DESCRIPTION OF THE TASK
Find the string "Esperanza" in the records. Copy every line it appears in.

EXTRACTED INFORMATION
________________________

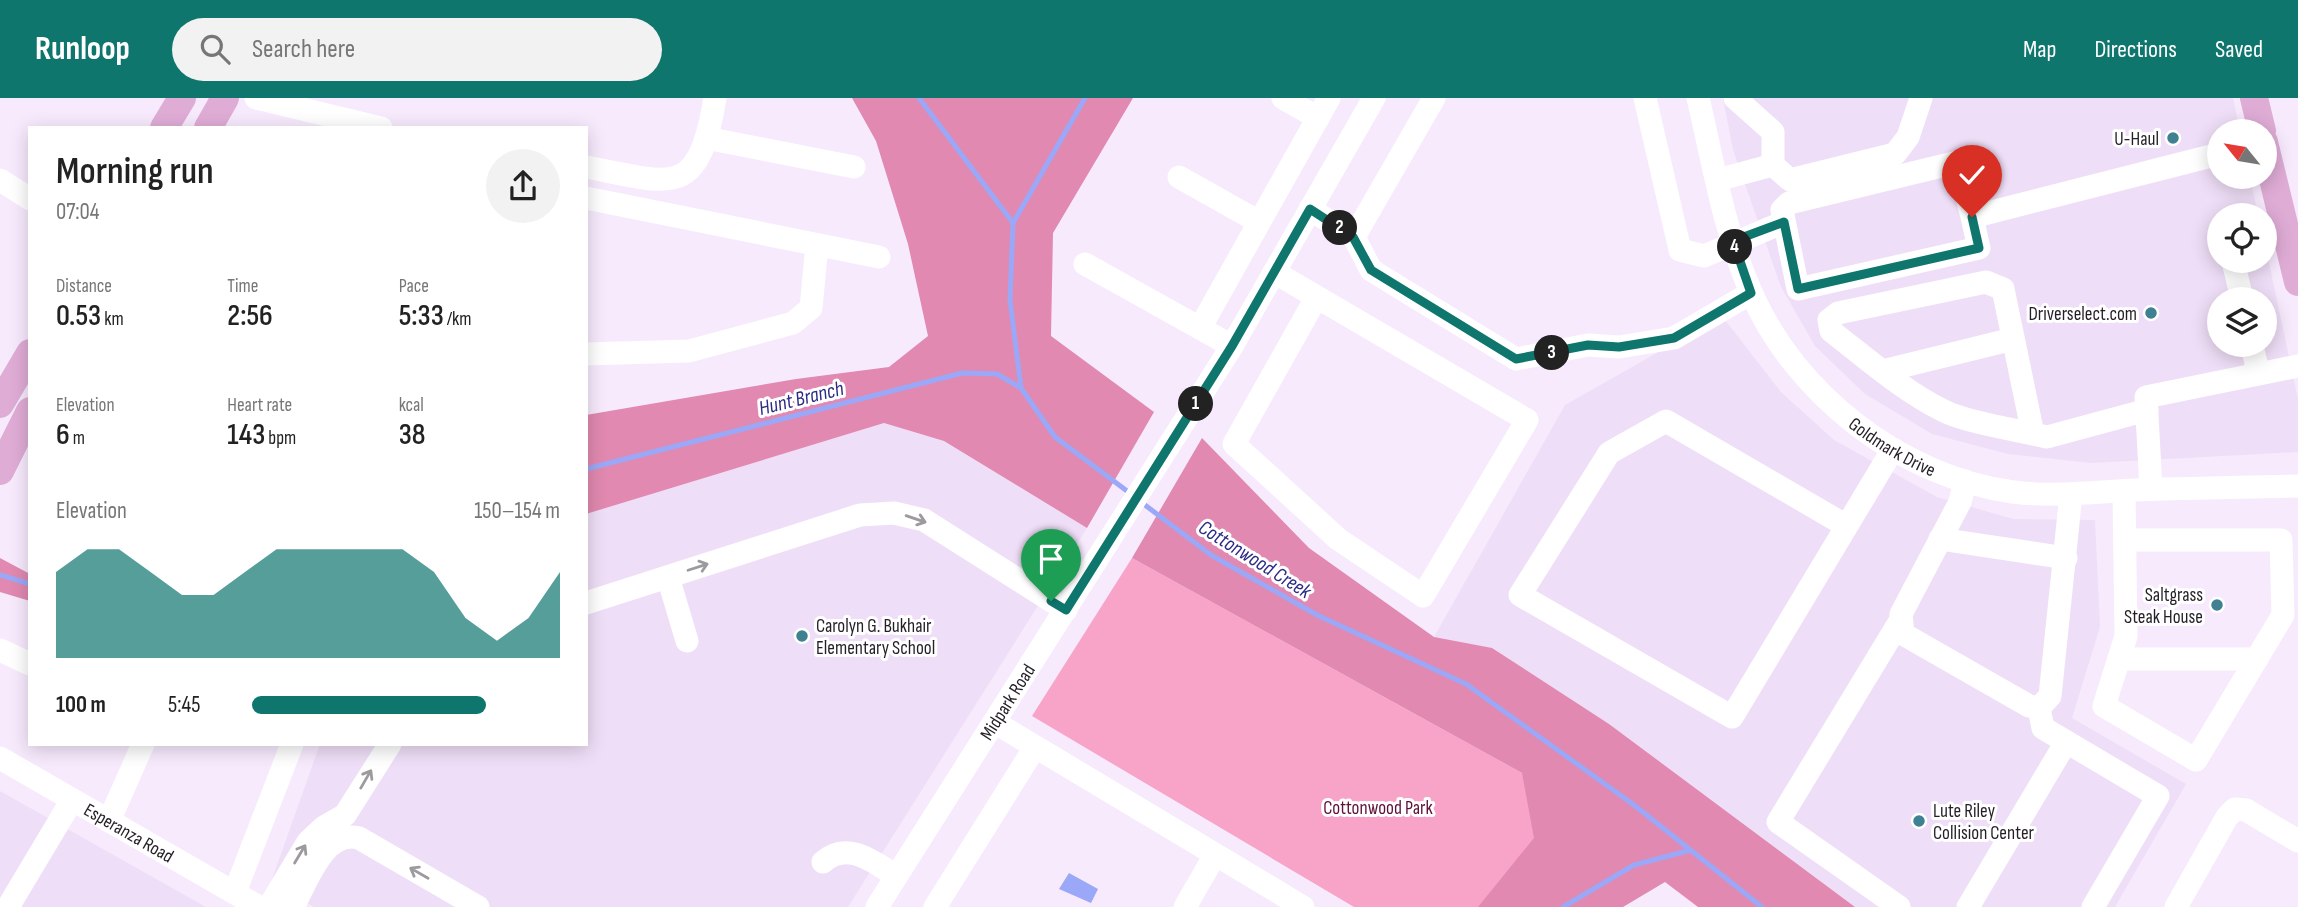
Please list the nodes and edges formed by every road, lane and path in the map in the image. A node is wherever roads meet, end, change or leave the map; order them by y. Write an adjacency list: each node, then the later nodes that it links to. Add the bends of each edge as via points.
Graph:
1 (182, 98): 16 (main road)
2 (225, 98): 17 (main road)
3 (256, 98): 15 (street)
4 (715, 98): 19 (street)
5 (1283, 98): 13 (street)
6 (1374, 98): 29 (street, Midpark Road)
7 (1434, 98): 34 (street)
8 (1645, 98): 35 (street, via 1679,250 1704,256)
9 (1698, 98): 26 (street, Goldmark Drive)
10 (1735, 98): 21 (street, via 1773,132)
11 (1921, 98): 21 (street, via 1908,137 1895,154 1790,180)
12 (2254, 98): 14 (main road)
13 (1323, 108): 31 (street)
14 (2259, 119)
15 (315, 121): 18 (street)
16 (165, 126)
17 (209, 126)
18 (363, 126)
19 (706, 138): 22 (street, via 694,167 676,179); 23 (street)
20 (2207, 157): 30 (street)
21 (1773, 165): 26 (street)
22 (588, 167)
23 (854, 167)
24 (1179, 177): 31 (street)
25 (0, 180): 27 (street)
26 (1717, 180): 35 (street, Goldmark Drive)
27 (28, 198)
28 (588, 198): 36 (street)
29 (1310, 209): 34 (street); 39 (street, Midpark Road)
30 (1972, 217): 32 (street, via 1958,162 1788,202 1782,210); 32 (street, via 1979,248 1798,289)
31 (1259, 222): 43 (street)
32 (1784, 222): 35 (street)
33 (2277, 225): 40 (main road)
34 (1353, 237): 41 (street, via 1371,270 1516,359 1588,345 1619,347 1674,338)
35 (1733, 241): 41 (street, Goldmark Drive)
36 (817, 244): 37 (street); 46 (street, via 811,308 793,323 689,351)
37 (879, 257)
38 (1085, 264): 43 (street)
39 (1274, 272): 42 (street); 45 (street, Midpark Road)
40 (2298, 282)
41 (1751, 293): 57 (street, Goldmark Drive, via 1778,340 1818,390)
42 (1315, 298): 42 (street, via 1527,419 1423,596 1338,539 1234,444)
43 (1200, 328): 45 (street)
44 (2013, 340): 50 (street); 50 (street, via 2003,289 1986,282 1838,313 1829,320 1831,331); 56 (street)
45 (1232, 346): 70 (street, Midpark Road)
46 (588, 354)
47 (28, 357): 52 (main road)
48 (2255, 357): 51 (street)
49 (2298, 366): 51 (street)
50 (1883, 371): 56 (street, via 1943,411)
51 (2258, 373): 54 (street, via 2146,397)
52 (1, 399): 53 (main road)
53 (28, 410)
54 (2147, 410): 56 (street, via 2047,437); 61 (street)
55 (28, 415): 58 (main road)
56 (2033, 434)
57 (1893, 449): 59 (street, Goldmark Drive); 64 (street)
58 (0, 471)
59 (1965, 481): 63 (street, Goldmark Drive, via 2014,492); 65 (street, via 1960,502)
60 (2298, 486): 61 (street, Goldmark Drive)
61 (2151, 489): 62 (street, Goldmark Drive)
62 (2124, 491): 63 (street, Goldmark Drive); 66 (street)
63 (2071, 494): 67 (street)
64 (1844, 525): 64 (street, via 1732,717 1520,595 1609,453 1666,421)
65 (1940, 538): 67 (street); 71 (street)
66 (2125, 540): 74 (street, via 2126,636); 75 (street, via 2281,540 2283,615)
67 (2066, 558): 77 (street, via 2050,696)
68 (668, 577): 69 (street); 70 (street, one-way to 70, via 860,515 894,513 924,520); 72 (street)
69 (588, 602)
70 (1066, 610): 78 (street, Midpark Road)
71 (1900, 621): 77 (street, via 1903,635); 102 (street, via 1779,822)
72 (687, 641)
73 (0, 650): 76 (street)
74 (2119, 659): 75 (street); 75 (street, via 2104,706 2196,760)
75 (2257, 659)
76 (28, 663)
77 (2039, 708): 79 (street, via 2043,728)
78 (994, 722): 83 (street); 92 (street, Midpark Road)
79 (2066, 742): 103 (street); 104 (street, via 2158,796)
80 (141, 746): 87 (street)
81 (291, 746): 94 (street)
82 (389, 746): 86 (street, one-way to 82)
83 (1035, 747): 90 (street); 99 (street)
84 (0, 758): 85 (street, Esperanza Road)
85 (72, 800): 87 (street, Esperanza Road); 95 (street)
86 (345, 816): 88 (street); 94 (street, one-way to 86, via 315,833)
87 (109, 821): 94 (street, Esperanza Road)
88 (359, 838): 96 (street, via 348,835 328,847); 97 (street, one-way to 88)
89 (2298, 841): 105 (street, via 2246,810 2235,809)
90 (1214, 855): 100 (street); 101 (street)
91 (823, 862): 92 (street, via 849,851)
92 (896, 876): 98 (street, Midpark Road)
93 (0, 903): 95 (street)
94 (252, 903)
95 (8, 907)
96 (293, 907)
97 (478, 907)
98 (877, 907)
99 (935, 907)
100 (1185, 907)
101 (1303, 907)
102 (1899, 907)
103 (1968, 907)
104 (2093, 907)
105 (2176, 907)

________________________

EXERCISE ANSWER
84 (0, 758): 85 (street, Esperanza Road)
85 (72, 800): 87 (street, Esperanza Road); 95 (street)
87 (109, 821): 94 (street, Esperanza Road)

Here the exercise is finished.